APPROVAL OF THE APPELLATE DIVISION

SUPERIOR COURT OF NEW JERSEY

APPELLATE DIVISION

DOCKET NO. A-1944-04T51944-04T5

STATE OF NEW JERSEY,

Plaintiff-Respondent,

v.

MATTHEW PINTO,

Defendant-Appellant.

_______________________________________

 

Submitted October 26, 2005 - Decided

Before Judges Conley and Weissbard.

On appeal from Superior Court of New Jersey, Law Division, Middlesex County, 70-2004.

Jeffrey Paul Horblit, attorney for appellant.

Bruce J. Kaplan, Middlesex County Prosecutor, attorney for respondent (Simon Louis Rosenbach, Assistant Prosecutor, on the letter-brief).

PER CURIAM

Defendant appeals his Superior Court de novo disorderly persons conviction of N.J.S.A. 2C:14-4a. We reverse.

The facts adduced in the municipal court proceeding are not particularly complex, and, for the most part, not disputed. Suffice it to say that, sometime shortly after 1:00 p.m. on July 7, 2003, defendant was in the cosmetics aisle of the CVS store located in the Woodbridge Mall. One of the CVS employees had seen him in the store on prior occasions. The store was empty except for two girls in the same aisle. The girls had their backs to defendant. The employee and her supervisor were in the office. Upon a call from them, a mall security officer joined them. They could see defendant through a one-way mirror; he could not see them. They observed defendant "vigorously" moving his hand "up and down" in his front pants pocket, near his groin area. The employee who had seen him before said this behavior was what she had previously observed. To the observers, it seemed as if he was masturbating. But they did not observe that he had an erection, or facial gestures, moaning, stains or wetness, or other physical evidence of masturbation. Defendant admitted that his hand was in his pocket and that he was rubbing the area. However, he claimed to have jock itch which he was scratching. His wife corroborated the existence of jock itch.

On de novo appeal, the Superior Court judge concluded that defendant's conduct constituted lewdness within the meaning of N.J.S.A. 2C:14-4a thusly:

The defendant here committed an act of contact with his groin area knowing or reasonably expecting that this act could be observed by other nonconsenting persons who might be affronted or alarmed. The facts presented below based on the observations of [the State's witnesses] clearly satisfy this standard, satisfy this element beyond a reasonable doubt.

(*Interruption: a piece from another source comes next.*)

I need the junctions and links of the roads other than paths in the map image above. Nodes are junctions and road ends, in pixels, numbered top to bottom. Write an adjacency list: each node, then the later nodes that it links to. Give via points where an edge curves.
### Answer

This defendant touched and rubbed himself for whatever reason or reasonably expected that this touching or rubbing would likely be observed by members of the public at a CVS store in the middle of a crowded mall during lunch hour.

. . . .

I can appreciate that this defendant knows that an innocent act, an act that was not intended from his perspective for any kind of sexual gratification has been transmogrified by the witnesses here into an act of lewdness, but the fact of the matter is that when the defendant touched himself and rubbed himself for whatever circumstances in public, that that is a sufficiently flagrant act to sustain this conviction.

[Emphasis added.]

Defendant's conviction, clearly, was not based upon a finding by the trial judge that, in fact, he was masturbating in public. Rather, it was based upon the finding that he "touched himself and rubbed himself" in public.

On appeal, defendant contends:

POINT ONE: EXPOSURE[] OF THE GENITALS IS REQUIRED FOR CONVICTION UNDER N.J.S.A. [2C:]14-4a.

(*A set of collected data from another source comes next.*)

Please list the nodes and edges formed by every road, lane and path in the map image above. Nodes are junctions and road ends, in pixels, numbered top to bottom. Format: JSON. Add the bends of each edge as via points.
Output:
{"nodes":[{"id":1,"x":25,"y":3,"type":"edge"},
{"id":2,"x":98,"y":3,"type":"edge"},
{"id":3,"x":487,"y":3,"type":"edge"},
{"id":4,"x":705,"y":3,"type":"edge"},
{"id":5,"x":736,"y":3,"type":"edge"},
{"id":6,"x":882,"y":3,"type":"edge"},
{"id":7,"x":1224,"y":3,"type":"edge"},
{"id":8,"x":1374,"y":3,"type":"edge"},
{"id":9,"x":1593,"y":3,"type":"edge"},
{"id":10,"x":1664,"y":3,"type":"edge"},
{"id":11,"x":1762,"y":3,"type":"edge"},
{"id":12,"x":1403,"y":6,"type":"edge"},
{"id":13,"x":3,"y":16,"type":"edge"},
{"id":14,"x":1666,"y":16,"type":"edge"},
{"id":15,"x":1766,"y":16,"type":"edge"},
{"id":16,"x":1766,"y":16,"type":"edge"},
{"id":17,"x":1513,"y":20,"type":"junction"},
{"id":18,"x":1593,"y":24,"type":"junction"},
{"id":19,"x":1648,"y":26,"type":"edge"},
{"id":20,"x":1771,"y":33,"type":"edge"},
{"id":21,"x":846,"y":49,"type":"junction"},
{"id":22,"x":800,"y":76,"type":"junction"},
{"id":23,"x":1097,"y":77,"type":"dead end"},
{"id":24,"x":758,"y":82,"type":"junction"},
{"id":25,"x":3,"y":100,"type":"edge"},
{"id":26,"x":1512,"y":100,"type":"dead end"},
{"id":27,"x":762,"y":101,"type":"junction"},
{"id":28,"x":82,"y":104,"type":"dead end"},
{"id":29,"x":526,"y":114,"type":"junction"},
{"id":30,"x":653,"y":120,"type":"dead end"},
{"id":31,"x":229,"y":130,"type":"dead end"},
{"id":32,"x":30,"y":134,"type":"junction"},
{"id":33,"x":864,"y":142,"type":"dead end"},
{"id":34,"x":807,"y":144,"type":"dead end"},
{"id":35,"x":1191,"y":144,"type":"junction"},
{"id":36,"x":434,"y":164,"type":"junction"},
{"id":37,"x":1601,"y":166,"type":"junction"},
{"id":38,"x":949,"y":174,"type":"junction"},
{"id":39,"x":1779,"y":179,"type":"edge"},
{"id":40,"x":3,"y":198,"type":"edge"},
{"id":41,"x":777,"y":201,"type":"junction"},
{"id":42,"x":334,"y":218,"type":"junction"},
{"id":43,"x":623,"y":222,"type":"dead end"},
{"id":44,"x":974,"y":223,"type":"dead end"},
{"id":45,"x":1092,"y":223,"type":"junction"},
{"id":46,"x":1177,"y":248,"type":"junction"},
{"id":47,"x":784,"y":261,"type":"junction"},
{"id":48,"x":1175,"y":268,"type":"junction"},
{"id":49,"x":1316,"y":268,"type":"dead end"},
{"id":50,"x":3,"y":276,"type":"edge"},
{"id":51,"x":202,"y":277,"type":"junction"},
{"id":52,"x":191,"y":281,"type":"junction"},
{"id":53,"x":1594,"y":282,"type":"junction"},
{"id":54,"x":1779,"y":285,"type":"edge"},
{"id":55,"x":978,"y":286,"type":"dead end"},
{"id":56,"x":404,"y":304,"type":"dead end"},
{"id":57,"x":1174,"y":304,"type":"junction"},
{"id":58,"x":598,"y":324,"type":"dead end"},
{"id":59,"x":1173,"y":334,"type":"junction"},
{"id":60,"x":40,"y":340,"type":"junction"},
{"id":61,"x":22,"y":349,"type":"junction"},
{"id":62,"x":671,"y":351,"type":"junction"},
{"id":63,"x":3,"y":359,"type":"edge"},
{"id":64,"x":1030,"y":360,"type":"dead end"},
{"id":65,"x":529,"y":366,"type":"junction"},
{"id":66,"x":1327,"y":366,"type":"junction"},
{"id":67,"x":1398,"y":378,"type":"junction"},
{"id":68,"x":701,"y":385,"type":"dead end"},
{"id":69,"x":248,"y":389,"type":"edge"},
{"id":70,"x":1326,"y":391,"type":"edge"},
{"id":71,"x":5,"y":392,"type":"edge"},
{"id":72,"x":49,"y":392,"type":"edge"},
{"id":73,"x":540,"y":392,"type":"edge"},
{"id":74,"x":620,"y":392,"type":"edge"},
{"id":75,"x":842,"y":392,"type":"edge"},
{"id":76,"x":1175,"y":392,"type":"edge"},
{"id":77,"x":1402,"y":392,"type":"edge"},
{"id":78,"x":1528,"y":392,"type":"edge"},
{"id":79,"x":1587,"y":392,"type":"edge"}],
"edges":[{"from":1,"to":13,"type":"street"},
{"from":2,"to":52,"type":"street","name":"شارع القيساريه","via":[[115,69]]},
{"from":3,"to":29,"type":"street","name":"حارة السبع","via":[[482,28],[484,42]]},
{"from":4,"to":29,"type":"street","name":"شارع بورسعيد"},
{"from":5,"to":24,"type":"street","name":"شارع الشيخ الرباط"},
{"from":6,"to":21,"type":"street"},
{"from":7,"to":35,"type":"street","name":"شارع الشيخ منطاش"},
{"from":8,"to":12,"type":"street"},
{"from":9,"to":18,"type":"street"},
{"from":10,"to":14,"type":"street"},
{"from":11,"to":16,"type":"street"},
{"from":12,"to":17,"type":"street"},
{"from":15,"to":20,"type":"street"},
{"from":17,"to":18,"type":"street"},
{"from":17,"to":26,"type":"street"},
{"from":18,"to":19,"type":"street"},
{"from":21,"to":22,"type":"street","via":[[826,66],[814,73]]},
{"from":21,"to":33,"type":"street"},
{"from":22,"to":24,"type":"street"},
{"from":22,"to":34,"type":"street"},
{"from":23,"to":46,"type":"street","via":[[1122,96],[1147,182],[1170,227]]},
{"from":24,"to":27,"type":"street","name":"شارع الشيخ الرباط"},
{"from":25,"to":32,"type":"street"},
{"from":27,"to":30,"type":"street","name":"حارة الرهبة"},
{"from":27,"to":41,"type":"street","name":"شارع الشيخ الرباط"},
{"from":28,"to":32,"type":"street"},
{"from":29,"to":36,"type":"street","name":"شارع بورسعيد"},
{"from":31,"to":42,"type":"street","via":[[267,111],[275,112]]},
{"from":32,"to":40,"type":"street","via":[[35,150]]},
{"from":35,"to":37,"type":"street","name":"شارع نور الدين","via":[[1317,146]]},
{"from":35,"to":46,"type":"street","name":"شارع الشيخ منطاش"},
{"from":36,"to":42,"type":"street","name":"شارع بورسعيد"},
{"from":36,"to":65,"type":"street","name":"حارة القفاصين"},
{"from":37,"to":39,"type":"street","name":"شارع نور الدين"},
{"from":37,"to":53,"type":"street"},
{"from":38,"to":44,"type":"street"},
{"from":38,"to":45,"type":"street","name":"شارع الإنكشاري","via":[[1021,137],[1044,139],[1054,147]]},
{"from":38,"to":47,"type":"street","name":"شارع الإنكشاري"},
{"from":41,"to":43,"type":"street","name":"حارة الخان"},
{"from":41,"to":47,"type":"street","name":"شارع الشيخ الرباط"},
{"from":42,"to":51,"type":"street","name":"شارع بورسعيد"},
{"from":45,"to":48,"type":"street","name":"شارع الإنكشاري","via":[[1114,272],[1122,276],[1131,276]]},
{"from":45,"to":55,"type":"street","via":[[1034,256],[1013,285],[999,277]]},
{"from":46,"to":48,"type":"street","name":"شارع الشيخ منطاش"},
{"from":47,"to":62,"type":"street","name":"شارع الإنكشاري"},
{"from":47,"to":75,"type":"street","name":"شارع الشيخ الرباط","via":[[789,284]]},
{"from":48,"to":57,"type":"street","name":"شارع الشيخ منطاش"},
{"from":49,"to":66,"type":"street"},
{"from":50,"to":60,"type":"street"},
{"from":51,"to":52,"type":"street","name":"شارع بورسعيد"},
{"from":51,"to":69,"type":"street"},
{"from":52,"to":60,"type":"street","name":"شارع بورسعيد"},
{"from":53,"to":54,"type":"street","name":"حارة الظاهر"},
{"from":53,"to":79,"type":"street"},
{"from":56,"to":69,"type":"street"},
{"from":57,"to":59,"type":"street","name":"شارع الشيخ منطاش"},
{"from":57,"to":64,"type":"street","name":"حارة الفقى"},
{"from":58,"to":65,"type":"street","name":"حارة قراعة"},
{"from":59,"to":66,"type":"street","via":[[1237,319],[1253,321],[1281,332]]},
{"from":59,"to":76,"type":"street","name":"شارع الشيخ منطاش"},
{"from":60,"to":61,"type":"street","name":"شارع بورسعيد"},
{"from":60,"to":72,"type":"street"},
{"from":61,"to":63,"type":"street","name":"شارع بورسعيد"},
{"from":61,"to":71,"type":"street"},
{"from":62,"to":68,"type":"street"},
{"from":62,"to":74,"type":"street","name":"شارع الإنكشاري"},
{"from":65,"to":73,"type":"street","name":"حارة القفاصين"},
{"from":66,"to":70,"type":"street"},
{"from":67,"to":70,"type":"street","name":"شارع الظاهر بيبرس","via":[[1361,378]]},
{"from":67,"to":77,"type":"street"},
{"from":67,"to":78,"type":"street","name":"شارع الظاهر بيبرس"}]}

POINT TWO: THE SUPERIOR COURT'S DE NOVO REVIEW WAS LEGALLY AND FACTUALLY INSUFFICIENT.

POINT THREE: THE SUPERIOR COURT FAILED TO REVIEW THE MUNICIPAL COURT'S BREACH OF THE ATTORNEY-CLIENT PRIVILEGE.

POINT FOUR: THE SUPERIOR COURT FAILED TO REVIEW THE MUNICIPAL COURT'S DENIAL OF DEFENDANT'S CONSTITUTIONAL RIGHT TO THE PRESUMPTION OF INNOCENCE.

We have considered these contentions in light of the record and applicable law. Although not for the same reasons as argued by defendant in point one, we agree that the evidence here cannot support, beyond a reasonable doubt, a conviction of N.J.S.A. 2C:14-4a. We need not, therefore, address points three and four.

Enacted as part of the New Jersey Code of Criminal Justice in 1978, and thereafter amended in 1992, the lewdness statute presently provides in full:

a. A person commits a disorderly persons offense if he does any flagrantly lewd and offensive act which he knows or reasonably expects is likely to be observed by other nonconsenting persons who would be affronted or alarmed.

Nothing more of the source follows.